The committee would like to thank the following companies for their sponsorship of this schedule and for providing prizes for the tombola:-
British Diamalt
Vina
Muntons
Hambleton Bard
Brupaks

Commemorative glasses will be presented to the winning entrant in each class.

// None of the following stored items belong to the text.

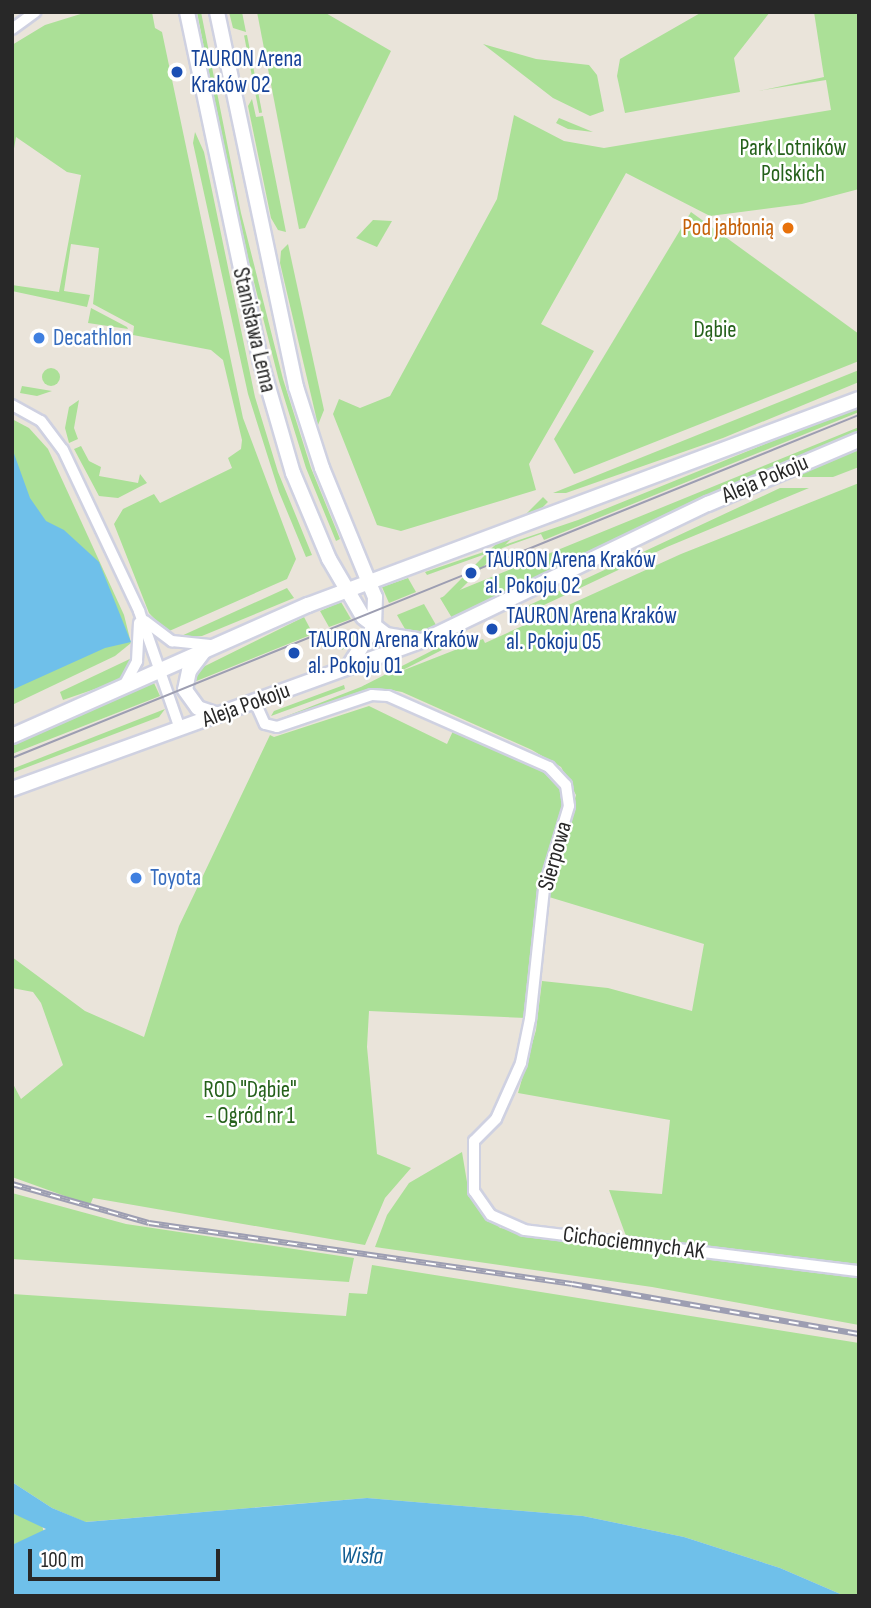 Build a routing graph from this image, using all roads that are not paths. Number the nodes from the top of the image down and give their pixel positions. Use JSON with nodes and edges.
{"nodes":[{"id":1,"x":43,"y":12,"type":"edge"},
{"id":2,"x":187,"y":12,"type":"edge"},
{"id":3,"x":217,"y":12,"type":"edge"},
{"id":4,"x":31,"y":15,"type":"edge"},
{"id":5,"x":12,"y":29,"type":"edge"},
{"id":6,"x":859,"y":399,"type":"edge"},
{"id":7,"x":12,"y":405,"type":"edge"},
{"id":8,"x":859,"y":440,"type":"edge"},
{"id":9,"x":370,"y":580,"type":"junction"},
{"id":10,"x":345,"y":590,"type":"junction"},
{"id":11,"x":139,"y":611,"type":"junction"},
{"id":12,"x":374,"y":627,"type":"junction"},
{"id":13,"x":429,"y":638,"type":"junction"},
{"id":14,"x":210,"y":645,"type":"junction"},
{"id":15,"x":347,"y":668,"type":"junction"},
{"id":16,"x":160,"y":669,"type":"junction"},
{"id":17,"x":122,"y":687,"type":"junction"},
{"id":18,"x":255,"y":702,"type":"junction"},
{"id":19,"x":218,"y":715,"type":"junction"},
{"id":20,"x":180,"y":729,"type":"junction"},
{"id":21,"x":12,"y":736,"type":"edge"},
{"id":22,"x":12,"y":789,"type":"edge"},
{"id":23,"x":474,"y":1141,"type":"joint"},
{"id":24,"x":859,"y":1271,"type":"edge"}],
"edges":[{"from":1,"to":4,"type":"street"},
{"from":2,"to":10,"type":"main road","name":"Stanisława Lema"},
{"from":3,"to":9,"type":"main road","name":"Stanisława Lema"},
{"from":4,"to":5,"type":"street"},
{"from":6,"to":9,"type":"main road","name":"Aleja Pokoju"},
{"from":7,"to":11,"type":"street"},
{"from":8,"to":13,"type":"main road","name":"Aleja Pokoju"},
{"from":9,"to":10,"type":"main road","name":"Aleja Pokoju"},
{"from":9,"to":12,"type":"main road","name":"Stanisława Lema"},
{"from":10,"to":12,"type":"main road","name":"Stanisława Lema"},
{"from":10,"to":14,"type":"main road","name":"Aleja Pokoju"},
{"from":11,"to":14,"type":"street"},
{"from":11,"to":16,"type":"street"},
{"from":11,"to":17,"type":"street"},
{"from":12,"to":13,"type":"main road"},
{"from":12,"to":15,"type":"main road"},
{"from":13,"to":15,"type":"main road","name":"Aleja Pokoju"},
{"from":14,"to":16,"type":"main road","name":"Aleja Pokoju"},
{"from":14,"to":19,"type":"main road"},
{"from":15,"to":18,"type":"main road","name":"Aleja Pokoju"},
{"from":16,"to":17,"type":"main road","name":"Aleja Pokoju"},
{"from":16,"to":20,"type":"street"},
{"from":17,"to":21,"type":"main road","name":"Aleja Pokoju"},
{"from":18,"to":19,"type":"main road","name":"Aleja Pokoju"},
{"from":18,"to":23,"type":"street","name":"Sierpowa"},
{"from":19,"to":20,"type":"main road","name":"Aleja Pokoju"},
{"from":20,"to":22,"type":"main road","name":"Aleja Pokoju"},
{"from":23,"to":24,"type":"street","name":"Cichociemnych AK"}]} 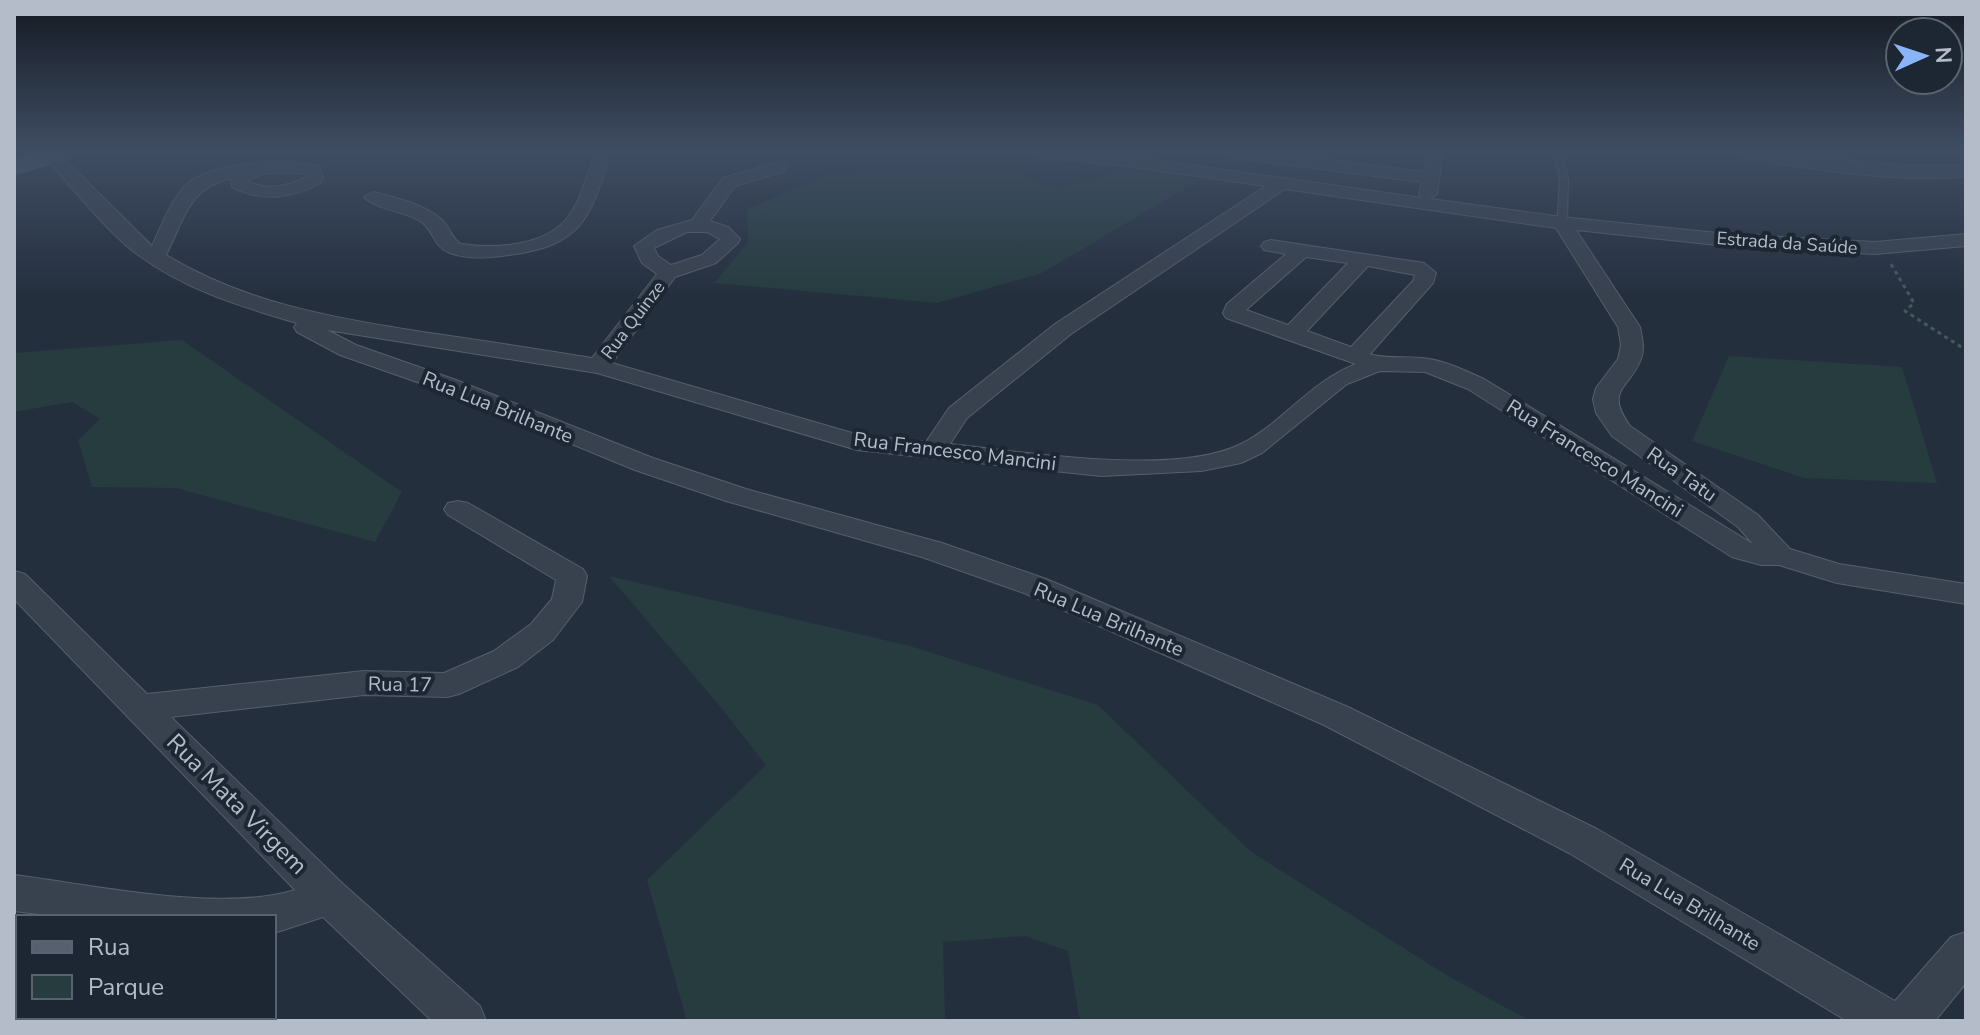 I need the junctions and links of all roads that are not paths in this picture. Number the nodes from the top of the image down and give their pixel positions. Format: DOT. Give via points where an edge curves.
graph roads {
  1 [pos="98,200"];
  2 [pos="188,200"];
  3 [pos="381,200"];
  4 [pos="586,200"];
  5 [pos="716,200"];
  6 [pos="1256,200"];
  7 [pos="1407,200"];
  8 [pos="1563,200"];
  9 [pos="1426,203"];
  10 [pos="1562,223"];
  11 [pos="698,225"];
  12 [pos="1966,240"];
  13 [pos="1271,246"];
  14 [pos="1301,251"];
  15 [pos="156,256"];
  16 [pos="1364,258"];
  17 [pos="668,273"];
  18 [pos="288,315"];
  19 [pos="1292,334"];
  20 [pos="1366,360"];
  21 [pos="598,366"];
  22 [pos="932,452"];
  23 [pos="458,509"];
  24 [pos="1780,556"];
  25 [pos="14,581"];
  26 [pos="1966,594"];
  27 [pos="141,707"];
  28 [pos="14,893"];
  29 [pos="329,897"];
  30 [pos="189,915"];
  31 [pos="273,915"];
  32 [pos="1966,951"];
  33 [pos="464,1021"];
  34 [pos="1888,1021"];
  35 [pos="1907,1021"];
  1 -- 15 [label="street, Rua Francesco Mancini" via="139,246"];
  2 -- 15 [label="street"];
  3 -- 4 [label="street" via="429,219 453,248 495,251 559,237 573,226"];
  5 -- 11 [label="street"];
  6 -- 22 [label="street" via="1063,329 958,413"];
  7 -- 9 [label="street, Estrada da Saúde"];
  8 -- 10 [label="lane"];
  9 -- 10 [label="street, Estrada da Saúde"];
  10 -- 12 [label="street, Estrada da Saúde" via="1875,248"];
  10 -- 24 [label="street, Rua Tatu" via="1635,344 1603,401 1608,415 1621,431 1748,521"];
  11 -- 17 [label="street, Rua Quinze" via="662,231 644,246 649,259"];
  11 -- 17 [label="street, Rua Quinze" via="731,239 709,259"];
  13 -- 14 [label="street"];
  14 -- 16 [label="street"];
  14 -- 19 [label="street" via="1235,309 1238,315"];
  15 -- 18 [label="street, Rua Francesco Mancini" via="197,282"];
  16 -- 19 [label="street"];
  16 -- 20 [label="street" via="1417,267 1427,277"];
  17 -- 21 [label="street, Rua Quinze"];
  18 -- 21 [label="street, Rua Francesco Mancini"];
  18 -- 34 [label="street, Rua Lua Brilhante" via="348,350 644,464 1035,586 1336,716 1583,841"];
  19 -- 20 [label="street"];
  20 -- 22 [label="street, Rua Francesco Mancini" via="1253,448 1217,460 1101,468"];
  20 -- 24 [label="street, Rua Francesco Mancini" via="1426,365 1476,384 1742,550"];
  21 -- 22 [label="street, Rua Francesco Mancini" via="857,442"];
  23 -- 27 [label="street, Rua 17" via="572,576 567,602 542,632 506,659 447,685 364,683"];
  24 -- 26 [label="street" via="1837,573"];
  25 -- 27 [label="street, Rua Mata Virgem"];
  27 -- 29 [label="street, Rua Mata Virgem"];
  28 -- 30 [label="street"];
  29 -- 31 [label="street"];
  29 -- 33 [label="street, Rua Mata Virgem"];
  32 -- 35 [label="street"];
}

These have been donated by Linbrew and Lombard Wines


SHOW OFFICIALS
(phone numbers removed due to dangers of posting phone numbers on T'internet)
Chairman
Sue Frecklington
101 Vernon Street
Lincoln
(Number removed PM me for details)



Treasurer
Tony Frecklington
101 Vernon Street
Lincoln LN5 7QU
(Number removed PM me for details)



Show Convenor
Bert Bates
35 Bradbury Avenue
Lincoln 
LN5 9AP
(Number removed PM me for details)



Entries+ Awards Secretary
Nic Smith
248 Littlefield Lane
Grimsby
NE Lincs
DN34 4RT
(Number removed PM me for details)



website www.lincolnwinecircle.org.uk




SCHEDULE OF CLASSES
WINES
1 Table Wine, White Dry – excluding fresh grape or concentrate**(see rule 7)
2 Table Wine, Red Dry – excluding fresh grape or concentrate**(see rule 7)
3 Table Wine, White Dry – made from kit or concentrate
4 Table Wine, Red Dry – made from kit or concentrate
5 Table Wine, from fresh grapes – white or red**(see rule 7)
6 Social Wine, White or Golden
7 Social Wines, Red
8 After Dinner Wine, White or Golden
9 After Dinner Wine, Red
10 Rose Wine, Medium
11 Aperitif, White Dry
12 Novice – white or golden social wine
13 Flower Wine, dry**(see rule 7)
14 Vegetable, leaf or grain Wine (please specify dry medium or sweet) **(see
rule 7)
15 Three Bottles of Wine for a Dinner –Aperitif dry or medium, Table wine dry,
After Dinner Wine
16 Sweet Sherry, fortified
17 Liqueur
BEERS
18 Pale Ale or Bitter Beer
19 Lager
20 Sweet Stout
21 Dry Stout
22 Barley Wine
23 Novice beer, any style
24 Three beers for an occasion – lager, bitter, stout

Best Wine in Show 

- presented to the exhibitor having the wine judged as


best of the winning wines from classes 1-14


Best beer in show 




- presented to the exhibitor having the beer judged as


best of the winning beers from classes 18 - 23


The Master Winemaker 




- presented to the exhibitor having most points in


classes 1-17

The Master Beermaker 



- presented to the exhibitor having most points in

classes 18 - 24

Visiting club highest points 



– presented to the visiting wine circle with the

most points in all classes

Non circle entrant highest points 



– presented to the exhibitor having most

points in all classes who is not a member of a wine circle.

Awarded as follows:
1st place - 6 points 2nd place – 4 points 3rd place – 3 points
4th place – 2 points Any exhibitor having two placings in the
same class will only be awarded the higher points


See also 
http://lincolnwinecircle.org.uk


----------



## lockwood1956 (May 21, 2007)

YAY!

some fat boy won best wine in show!


----------